*About this exercise*
Exactly how many lines in the entries contain "lane"? Give that number alone.

Collected data:
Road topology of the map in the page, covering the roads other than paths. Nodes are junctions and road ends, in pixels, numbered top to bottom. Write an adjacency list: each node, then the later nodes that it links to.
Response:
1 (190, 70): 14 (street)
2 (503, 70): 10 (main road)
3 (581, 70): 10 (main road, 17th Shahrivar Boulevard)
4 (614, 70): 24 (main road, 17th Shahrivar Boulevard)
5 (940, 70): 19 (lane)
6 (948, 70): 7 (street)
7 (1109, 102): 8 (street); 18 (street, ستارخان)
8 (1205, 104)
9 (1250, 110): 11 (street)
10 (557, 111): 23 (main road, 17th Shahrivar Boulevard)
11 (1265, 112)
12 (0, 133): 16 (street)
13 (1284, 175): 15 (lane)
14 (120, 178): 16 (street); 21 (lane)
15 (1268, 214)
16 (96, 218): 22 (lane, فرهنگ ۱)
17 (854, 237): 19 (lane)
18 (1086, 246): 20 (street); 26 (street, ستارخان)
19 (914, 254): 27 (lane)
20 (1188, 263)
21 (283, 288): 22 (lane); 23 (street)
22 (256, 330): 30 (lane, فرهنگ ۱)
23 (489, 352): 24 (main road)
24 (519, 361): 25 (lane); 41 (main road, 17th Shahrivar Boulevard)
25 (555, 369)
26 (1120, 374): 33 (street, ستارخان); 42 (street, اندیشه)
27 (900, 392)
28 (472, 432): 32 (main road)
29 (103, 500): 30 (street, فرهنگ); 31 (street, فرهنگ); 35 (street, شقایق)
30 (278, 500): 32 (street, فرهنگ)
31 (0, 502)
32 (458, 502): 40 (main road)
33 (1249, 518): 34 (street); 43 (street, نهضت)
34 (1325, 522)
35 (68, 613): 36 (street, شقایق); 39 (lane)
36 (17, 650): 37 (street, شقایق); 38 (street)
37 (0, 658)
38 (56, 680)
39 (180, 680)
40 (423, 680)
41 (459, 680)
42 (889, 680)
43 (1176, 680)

*Result for this task*
10